Exercise details:
Count the lines in the entries that contain the string "true". State nothing but the number.

(Collected data)
Content starts

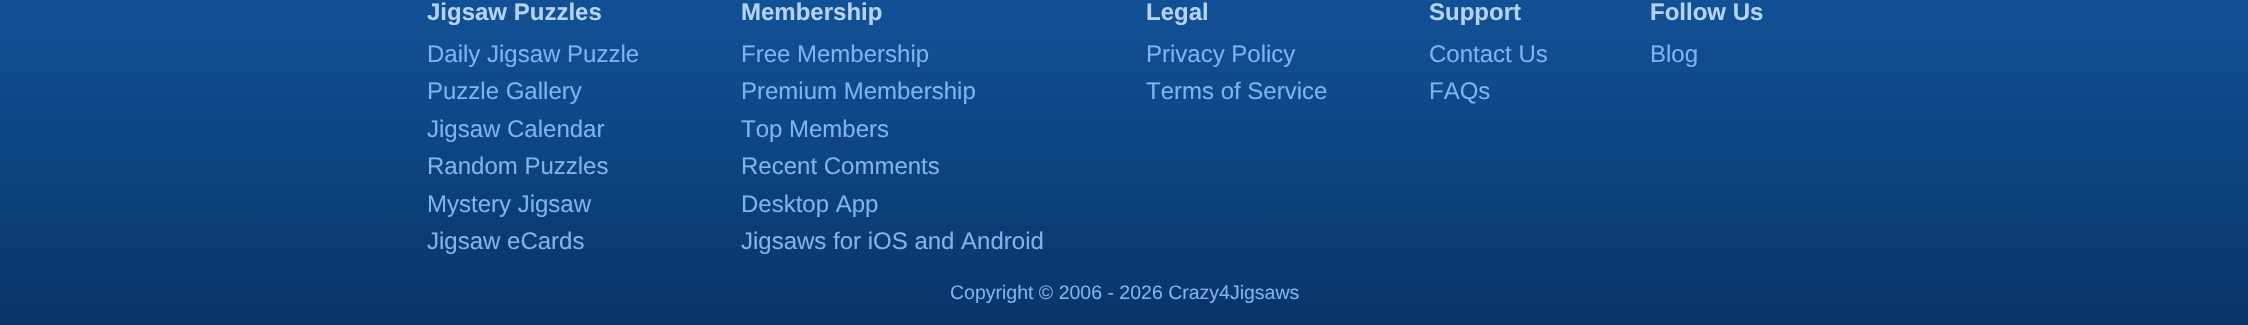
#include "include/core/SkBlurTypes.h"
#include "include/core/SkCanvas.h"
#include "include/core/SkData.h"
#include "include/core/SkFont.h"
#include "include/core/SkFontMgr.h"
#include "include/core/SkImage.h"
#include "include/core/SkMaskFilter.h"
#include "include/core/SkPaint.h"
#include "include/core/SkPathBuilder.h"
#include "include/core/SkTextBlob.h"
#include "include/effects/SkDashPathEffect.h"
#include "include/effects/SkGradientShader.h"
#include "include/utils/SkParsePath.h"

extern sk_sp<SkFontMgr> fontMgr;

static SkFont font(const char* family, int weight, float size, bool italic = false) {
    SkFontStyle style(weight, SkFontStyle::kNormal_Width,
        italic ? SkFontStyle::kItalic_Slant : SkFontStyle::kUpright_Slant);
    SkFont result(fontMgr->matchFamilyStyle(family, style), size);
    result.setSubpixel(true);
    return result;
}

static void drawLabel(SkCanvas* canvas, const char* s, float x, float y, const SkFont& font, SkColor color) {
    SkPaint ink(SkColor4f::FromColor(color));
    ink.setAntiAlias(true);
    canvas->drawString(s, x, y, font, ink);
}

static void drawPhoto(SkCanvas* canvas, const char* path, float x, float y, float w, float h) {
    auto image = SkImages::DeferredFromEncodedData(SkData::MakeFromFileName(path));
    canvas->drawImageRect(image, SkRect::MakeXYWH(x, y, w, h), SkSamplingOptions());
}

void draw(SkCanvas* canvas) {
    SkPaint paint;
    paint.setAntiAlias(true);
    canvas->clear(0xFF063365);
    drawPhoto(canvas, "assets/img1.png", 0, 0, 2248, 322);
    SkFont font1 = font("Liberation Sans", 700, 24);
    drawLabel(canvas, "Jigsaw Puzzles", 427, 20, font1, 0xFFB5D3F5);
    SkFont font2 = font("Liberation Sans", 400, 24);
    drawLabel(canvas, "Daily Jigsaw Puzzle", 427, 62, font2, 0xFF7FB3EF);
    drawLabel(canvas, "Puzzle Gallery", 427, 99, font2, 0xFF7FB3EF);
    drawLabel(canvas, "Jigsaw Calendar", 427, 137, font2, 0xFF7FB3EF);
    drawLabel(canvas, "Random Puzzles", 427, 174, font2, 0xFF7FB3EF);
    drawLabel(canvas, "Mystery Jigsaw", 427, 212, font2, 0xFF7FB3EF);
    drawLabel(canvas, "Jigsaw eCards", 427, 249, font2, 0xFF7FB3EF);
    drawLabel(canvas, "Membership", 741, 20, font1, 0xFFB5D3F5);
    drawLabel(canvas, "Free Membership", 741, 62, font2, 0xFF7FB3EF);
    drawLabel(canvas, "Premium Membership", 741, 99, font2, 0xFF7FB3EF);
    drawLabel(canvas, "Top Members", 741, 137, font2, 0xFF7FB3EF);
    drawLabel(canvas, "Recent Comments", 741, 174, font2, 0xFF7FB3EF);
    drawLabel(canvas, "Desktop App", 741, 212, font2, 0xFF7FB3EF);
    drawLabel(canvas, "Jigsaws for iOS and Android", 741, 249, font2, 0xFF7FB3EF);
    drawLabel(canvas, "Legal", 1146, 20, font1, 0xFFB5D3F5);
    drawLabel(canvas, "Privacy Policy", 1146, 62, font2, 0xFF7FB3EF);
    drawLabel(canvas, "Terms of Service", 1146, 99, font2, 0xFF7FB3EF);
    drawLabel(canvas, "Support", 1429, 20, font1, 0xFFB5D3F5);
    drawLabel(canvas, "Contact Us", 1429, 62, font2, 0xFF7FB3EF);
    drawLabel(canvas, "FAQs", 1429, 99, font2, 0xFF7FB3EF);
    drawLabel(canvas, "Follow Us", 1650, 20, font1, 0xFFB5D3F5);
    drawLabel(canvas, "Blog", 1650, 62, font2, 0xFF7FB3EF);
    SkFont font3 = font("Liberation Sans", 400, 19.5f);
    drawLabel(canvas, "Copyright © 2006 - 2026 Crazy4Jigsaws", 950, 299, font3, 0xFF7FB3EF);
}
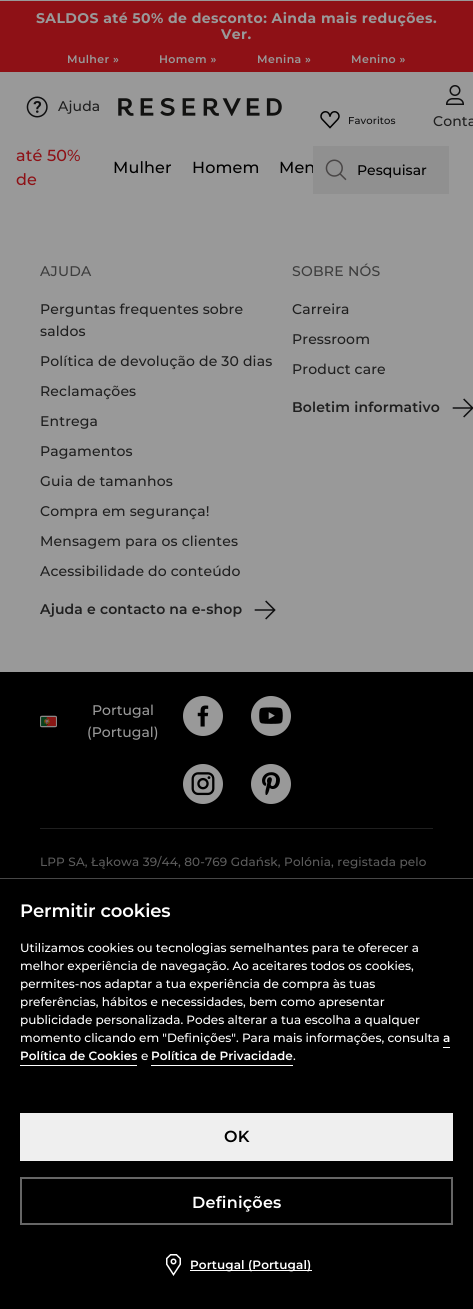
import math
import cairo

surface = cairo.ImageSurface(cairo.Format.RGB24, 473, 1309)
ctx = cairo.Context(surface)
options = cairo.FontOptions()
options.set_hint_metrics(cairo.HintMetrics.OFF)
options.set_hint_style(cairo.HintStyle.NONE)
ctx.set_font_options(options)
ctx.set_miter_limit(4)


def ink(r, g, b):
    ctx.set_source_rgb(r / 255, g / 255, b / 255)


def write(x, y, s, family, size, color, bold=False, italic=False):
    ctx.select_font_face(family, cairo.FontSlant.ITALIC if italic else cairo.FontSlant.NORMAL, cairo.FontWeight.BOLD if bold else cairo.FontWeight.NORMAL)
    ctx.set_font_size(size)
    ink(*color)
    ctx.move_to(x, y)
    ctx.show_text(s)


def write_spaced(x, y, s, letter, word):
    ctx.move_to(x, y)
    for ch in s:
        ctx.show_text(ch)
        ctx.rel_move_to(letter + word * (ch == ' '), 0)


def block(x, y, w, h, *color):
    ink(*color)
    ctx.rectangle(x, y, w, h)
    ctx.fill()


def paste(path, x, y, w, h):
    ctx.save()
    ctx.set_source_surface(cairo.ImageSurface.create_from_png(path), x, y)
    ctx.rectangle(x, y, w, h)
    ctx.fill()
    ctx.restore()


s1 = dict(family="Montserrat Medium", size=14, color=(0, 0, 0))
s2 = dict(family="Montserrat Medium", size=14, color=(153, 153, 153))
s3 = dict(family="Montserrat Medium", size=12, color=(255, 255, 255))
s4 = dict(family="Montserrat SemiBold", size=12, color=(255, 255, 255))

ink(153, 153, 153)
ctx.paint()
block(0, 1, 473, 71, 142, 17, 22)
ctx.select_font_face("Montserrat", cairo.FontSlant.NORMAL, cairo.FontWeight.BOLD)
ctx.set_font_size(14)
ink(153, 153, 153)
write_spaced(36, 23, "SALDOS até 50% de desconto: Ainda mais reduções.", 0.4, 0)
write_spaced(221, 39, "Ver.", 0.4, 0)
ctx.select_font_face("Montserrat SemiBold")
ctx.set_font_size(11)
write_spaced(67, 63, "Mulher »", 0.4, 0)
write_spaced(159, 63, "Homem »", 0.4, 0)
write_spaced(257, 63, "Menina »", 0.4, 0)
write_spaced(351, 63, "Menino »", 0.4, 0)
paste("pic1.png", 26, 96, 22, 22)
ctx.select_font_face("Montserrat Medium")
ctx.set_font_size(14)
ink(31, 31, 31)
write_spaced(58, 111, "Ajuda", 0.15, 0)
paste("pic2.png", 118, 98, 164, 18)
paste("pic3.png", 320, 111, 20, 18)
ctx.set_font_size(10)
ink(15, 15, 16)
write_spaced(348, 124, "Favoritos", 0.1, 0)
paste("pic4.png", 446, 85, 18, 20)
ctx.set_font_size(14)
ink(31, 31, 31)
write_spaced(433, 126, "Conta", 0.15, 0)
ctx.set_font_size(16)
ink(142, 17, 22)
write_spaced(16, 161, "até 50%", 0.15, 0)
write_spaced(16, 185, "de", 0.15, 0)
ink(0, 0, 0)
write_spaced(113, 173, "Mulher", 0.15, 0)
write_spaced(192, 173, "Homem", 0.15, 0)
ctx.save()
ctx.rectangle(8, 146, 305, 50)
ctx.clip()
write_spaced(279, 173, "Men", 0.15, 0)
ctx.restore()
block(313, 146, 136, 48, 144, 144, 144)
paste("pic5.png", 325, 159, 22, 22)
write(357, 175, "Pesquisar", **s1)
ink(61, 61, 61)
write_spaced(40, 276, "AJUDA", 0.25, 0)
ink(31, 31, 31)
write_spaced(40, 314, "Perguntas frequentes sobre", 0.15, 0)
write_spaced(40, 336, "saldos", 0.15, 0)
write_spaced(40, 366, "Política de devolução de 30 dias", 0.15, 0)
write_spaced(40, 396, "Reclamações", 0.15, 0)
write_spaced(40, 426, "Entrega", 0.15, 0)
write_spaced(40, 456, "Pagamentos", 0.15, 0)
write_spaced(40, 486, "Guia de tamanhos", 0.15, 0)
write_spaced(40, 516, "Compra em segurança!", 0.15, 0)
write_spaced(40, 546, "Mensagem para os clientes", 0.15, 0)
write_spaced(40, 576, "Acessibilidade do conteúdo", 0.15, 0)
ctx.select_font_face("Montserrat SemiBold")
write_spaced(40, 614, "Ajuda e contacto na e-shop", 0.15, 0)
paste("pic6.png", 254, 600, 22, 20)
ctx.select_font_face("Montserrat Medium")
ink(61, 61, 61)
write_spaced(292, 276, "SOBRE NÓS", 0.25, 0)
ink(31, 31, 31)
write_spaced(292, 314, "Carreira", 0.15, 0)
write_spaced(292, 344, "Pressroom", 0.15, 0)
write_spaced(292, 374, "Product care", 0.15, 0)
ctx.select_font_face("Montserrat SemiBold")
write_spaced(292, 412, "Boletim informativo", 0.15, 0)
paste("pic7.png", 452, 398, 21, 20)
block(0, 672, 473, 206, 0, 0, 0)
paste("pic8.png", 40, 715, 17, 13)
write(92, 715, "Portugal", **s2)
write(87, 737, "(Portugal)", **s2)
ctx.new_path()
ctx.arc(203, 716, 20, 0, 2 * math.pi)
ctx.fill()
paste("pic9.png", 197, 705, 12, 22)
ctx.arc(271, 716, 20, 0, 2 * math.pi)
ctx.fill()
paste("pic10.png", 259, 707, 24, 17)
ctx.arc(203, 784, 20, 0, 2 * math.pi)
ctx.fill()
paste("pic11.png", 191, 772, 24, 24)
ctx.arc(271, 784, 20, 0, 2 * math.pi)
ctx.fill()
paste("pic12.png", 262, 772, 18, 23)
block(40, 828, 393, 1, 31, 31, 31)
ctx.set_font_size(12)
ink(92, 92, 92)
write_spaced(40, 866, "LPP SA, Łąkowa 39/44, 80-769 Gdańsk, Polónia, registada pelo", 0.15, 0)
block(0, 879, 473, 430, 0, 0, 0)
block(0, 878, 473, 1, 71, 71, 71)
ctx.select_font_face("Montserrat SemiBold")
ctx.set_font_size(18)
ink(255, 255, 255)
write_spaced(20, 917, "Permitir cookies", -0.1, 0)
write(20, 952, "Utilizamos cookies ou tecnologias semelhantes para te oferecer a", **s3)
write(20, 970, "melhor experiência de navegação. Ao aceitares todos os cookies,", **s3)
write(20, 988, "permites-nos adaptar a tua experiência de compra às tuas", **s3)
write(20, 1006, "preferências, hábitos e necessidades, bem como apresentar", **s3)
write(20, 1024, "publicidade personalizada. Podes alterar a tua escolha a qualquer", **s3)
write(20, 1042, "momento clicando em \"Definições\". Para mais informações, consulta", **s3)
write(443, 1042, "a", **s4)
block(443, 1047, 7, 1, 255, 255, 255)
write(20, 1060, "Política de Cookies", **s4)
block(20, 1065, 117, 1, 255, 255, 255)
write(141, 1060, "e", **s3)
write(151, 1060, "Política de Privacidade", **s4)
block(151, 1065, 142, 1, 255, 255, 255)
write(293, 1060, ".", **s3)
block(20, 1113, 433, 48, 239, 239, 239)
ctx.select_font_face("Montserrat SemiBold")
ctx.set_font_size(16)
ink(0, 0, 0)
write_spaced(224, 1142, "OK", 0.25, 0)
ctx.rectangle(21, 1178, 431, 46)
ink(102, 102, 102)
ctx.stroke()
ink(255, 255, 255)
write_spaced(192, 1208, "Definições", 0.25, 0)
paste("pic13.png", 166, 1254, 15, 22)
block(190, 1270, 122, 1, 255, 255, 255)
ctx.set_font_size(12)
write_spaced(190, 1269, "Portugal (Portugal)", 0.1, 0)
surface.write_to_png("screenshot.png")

Content ends

Response to this task:
3